[Your task] Gather each line in the entries that includes the string "node".

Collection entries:

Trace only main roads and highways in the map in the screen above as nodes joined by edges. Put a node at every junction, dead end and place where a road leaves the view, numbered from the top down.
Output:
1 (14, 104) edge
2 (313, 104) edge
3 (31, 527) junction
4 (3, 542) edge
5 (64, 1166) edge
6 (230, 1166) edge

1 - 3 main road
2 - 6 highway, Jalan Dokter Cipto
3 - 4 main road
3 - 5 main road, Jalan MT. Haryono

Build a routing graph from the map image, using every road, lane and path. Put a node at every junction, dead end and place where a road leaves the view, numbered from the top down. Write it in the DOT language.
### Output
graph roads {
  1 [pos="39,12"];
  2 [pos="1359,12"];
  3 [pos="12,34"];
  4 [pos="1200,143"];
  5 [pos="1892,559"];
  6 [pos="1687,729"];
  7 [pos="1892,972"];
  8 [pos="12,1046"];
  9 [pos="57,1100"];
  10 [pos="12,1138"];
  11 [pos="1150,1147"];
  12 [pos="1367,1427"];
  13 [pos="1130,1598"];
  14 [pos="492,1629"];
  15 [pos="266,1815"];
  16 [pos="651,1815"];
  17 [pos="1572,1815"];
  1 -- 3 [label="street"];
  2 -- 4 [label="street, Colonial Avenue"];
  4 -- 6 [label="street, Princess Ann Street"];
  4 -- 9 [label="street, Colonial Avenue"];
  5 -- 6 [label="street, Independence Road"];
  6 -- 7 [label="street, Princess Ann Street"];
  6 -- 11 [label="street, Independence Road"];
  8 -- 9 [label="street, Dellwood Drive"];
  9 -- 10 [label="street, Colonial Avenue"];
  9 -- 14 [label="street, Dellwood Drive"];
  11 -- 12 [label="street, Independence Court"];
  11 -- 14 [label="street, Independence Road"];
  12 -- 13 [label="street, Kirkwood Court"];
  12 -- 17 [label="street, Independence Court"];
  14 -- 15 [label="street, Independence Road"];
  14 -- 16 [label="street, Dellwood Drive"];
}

[Your response]
Trace only main roads and highways in the map in the screen above as nodes joined by edges. Put a node at every junction, dead end and place where a road leaves the view, numbered from the top down.
Build a routing graph from the map image, using every road, lane and path. Put a node at every junction, dead end and place where a road leaves the view, numbered from the top down. Write it in the DOT language.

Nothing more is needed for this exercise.